**EXERCISE OBJECTIVE**
Each entry below needs to be reproduced exactly as given.

BEGIN INPUT FOR THIS TASK

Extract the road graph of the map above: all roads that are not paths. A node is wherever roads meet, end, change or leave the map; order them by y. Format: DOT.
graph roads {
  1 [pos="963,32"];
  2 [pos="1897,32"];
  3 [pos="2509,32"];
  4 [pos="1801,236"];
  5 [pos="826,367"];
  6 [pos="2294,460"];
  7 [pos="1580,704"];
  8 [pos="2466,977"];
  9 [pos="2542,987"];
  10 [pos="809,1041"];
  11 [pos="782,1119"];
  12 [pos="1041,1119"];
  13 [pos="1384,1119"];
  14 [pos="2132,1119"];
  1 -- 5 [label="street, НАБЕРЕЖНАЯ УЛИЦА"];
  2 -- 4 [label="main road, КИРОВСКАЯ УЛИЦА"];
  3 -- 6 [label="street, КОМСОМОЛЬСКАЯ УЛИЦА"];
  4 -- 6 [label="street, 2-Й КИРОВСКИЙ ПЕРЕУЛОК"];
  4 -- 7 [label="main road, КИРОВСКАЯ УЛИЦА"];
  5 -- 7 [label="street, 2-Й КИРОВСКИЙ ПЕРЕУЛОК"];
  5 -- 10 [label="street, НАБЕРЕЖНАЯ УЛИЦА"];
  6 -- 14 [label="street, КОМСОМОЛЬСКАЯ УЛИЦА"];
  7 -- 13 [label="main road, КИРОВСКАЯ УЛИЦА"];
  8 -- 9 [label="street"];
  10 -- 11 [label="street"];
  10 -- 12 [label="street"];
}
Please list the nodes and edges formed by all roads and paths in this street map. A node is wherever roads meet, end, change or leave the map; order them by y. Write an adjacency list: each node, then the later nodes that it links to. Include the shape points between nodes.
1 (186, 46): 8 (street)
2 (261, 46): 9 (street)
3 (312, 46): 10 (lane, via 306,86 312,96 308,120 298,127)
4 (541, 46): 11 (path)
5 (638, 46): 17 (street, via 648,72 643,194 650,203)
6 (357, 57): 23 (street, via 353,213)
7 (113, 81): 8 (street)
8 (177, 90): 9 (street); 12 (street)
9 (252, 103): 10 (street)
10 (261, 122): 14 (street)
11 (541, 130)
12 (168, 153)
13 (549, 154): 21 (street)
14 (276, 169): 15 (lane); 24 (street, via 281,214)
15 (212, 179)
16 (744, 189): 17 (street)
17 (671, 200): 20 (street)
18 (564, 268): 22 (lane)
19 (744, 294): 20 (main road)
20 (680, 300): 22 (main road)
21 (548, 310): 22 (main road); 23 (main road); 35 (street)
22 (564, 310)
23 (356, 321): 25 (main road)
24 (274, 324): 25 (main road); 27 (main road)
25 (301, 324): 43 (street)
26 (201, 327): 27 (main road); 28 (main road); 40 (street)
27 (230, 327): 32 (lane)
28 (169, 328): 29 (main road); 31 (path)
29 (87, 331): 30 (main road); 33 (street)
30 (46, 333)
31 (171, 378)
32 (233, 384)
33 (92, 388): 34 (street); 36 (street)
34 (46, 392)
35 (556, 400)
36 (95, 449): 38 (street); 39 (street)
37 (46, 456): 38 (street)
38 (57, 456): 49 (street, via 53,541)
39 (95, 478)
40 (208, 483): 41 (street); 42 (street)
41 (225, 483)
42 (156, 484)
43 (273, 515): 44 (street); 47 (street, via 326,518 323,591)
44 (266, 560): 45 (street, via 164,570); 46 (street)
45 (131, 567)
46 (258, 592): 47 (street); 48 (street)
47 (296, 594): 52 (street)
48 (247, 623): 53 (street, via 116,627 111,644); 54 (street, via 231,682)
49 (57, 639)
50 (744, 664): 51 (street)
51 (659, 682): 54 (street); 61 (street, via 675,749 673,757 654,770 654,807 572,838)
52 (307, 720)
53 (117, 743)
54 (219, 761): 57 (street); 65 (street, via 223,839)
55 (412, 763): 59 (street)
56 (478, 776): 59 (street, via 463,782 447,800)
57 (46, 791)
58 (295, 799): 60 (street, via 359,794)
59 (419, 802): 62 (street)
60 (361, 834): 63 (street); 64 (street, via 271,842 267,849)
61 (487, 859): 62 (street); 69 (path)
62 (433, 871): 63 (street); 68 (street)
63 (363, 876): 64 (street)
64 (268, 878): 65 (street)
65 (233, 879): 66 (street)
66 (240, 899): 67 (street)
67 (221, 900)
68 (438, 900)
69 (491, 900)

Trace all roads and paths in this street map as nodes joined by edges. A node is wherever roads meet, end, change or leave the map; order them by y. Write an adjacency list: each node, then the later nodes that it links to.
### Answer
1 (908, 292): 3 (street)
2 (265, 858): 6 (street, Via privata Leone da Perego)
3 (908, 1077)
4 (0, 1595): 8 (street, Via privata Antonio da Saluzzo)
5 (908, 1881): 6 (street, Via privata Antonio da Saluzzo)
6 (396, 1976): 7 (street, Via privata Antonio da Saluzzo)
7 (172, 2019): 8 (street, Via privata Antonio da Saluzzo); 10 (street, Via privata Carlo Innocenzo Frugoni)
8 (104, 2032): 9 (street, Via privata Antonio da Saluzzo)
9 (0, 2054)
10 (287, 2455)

END INPUT FOR THIS TASK

**TASK SOLUTION**
Extract the road graph of the map above: all roads that are not paths. A node is wherever roads meet, end, change or leave the map; order them by y. Format: DOT.
graph roads {
  1 [pos="963,32"];
  2 [pos="1897,32"];
  3 [pos="2509,32"];
  4 [pos="1801,236"];
  5 [pos="826,367"];
  6 [pos="2294,460"];
  7 [pos="1580,704"];
  8 [pos="2466,977"];
  9 [pos="2542,987"];
  10 [pos="809,1041"];
  11 [pos="782,1119"];
  12 [pos="1041,1119"];
  13 [pos="1384,1119"];
  14 [pos="2132,1119"];
  1 -- 5 [label="street, НАБЕРЕЖНАЯ УЛИЦА"];
  2 -- 4 [label="main road, КИРОВСКАЯ УЛИЦА"];
  3 -- 6 [label="street, КОМСОМОЛЬСКАЯ УЛИЦА"];
  4 -- 6 [label="street, 2-Й КИРОВСКИЙ ПЕРЕУЛОК"];
  4 -- 7 [label="main road, КИРОВСКАЯ УЛИЦА"];
  5 -- 7 [label="street, 2-Й КИРОВСКИЙ ПЕРЕУЛОК"];
  5 -- 10 [label="street, НАБЕРЕЖНАЯ УЛИЦА"];
  6 -- 14 [label="street, КОМСОМОЛЬСКАЯ УЛИЦА"];
  7 -- 13 [label="main road, КИРОВСКАЯ УЛИЦА"];
  8 -- 9 [label="street"];
  10 -- 11 [label="street"];
  10 -- 12 [label="street"];
}
Please list the nodes and edges formed by all roads and paths in this street map. A node is wherever roads meet, end, change or leave the map; order them by y. Write an adjacency list: each node, then the later nodes that it links to. Include the shape points between nodes.
1 (186, 46): 8 (street)
2 (261, 46): 9 (street)
3 (312, 46): 10 (lane, via 306,86 312,96 308,120 298,127)
4 (541, 46): 11 (path)
5 (638, 46): 17 (street, via 648,72 643,194 650,203)
6 (357, 57): 23 (street, via 353,213)
7 (113, 81): 8 (street)
8 (177, 90): 9 (street); 12 (street)
9 (252, 103): 10 (street)
10 (261, 122): 14 (street)
11 (541, 130)
12 (168, 153)
13 (549, 154): 21 (street)
14 (276, 169): 15 (lane); 24 (street, via 281,214)
15 (212, 179)
16 (744, 189): 17 (street)
17 (671, 200): 20 (street)
18 (564, 268): 22 (lane)
19 (744, 294): 20 (main road)
20 (680, 300): 22 (main road)
21 (548, 310): 22 (main road); 23 (main road); 35 (street)
22 (564, 310)
23 (356, 321): 25 (main road)
24 (274, 324): 25 (main road); 27 (main road)
25 (301, 324): 43 (street)
26 (201, 327): 27 (main road); 28 (main road); 40 (street)
27 (230, 327): 32 (lane)
28 (169, 328): 29 (main road); 31 (path)
29 (87, 331): 30 (main road); 33 (street)
30 (46, 333)
31 (171, 378)
32 (233, 384)
33 (92, 388): 34 (street); 36 (street)
34 (46, 392)
35 (556, 400)
36 (95, 449): 38 (street); 39 (street)
37 (46, 456): 38 (street)
38 (57, 456): 49 (street, via 53,541)
39 (95, 478)
40 (208, 483): 41 (street); 42 (street)
41 (225, 483)
42 (156, 484)
43 (273, 515): 44 (street); 47 (street, via 326,518 323,591)
44 (266, 560): 45 (street, via 164,570); 46 (street)
45 (131, 567)
46 (258, 592): 47 (street); 48 (street)
47 (296, 594): 52 (street)
48 (247, 623): 53 (street, via 116,627 111,644); 54 (street, via 231,682)
49 (57, 639)
50 (744, 664): 51 (street)
51 (659, 682): 54 (street); 61 (street, via 675,749 673,757 654,770 654,807 572,838)
52 (307, 720)
53 (117, 743)
54 (219, 761): 57 (street); 65 (street, via 223,839)
55 (412, 763): 59 (street)
56 (478, 776): 59 (street, via 463,782 447,800)
57 (46, 791)
58 (295, 799): 60 (street, via 359,794)
59 (419, 802): 62 (street)
60 (361, 834): 63 (street); 64 (street, via 271,842 267,849)
61 (487, 859): 62 (street); 69 (path)
62 (433, 871): 63 (street); 68 (street)
63 (363, 876): 64 (street)
64 (268, 878): 65 (street)
65 (233, 879): 66 (street)
66 (240, 899): 67 (street)
67 (221, 900)
68 (438, 900)
69 (491, 900)

Trace all roads and paths in this street map as nodes joined by edges. A node is wherever roads meet, end, change or leave the map; order them by y. Write an adjacency list: each node, then the later nodes that it links to.
### Answer
1 (908, 292): 3 (street)
2 (265, 858): 6 (street, Via privata Leone da Perego)
3 (908, 1077)
4 (0, 1595): 8 (street, Via privata Antonio da Saluzzo)
5 (908, 1881): 6 (street, Via privata Antonio da Saluzzo)
6 (396, 1976): 7 (street, Via privata Antonio da Saluzzo)
7 (172, 2019): 8 (street, Via privata Antonio da Saluzzo); 10 (street, Via privata Carlo Innocenzo Frugoni)
8 (104, 2032): 9 (street, Via privata Antonio da Saluzzo)
9 (0, 2054)
10 (287, 2455)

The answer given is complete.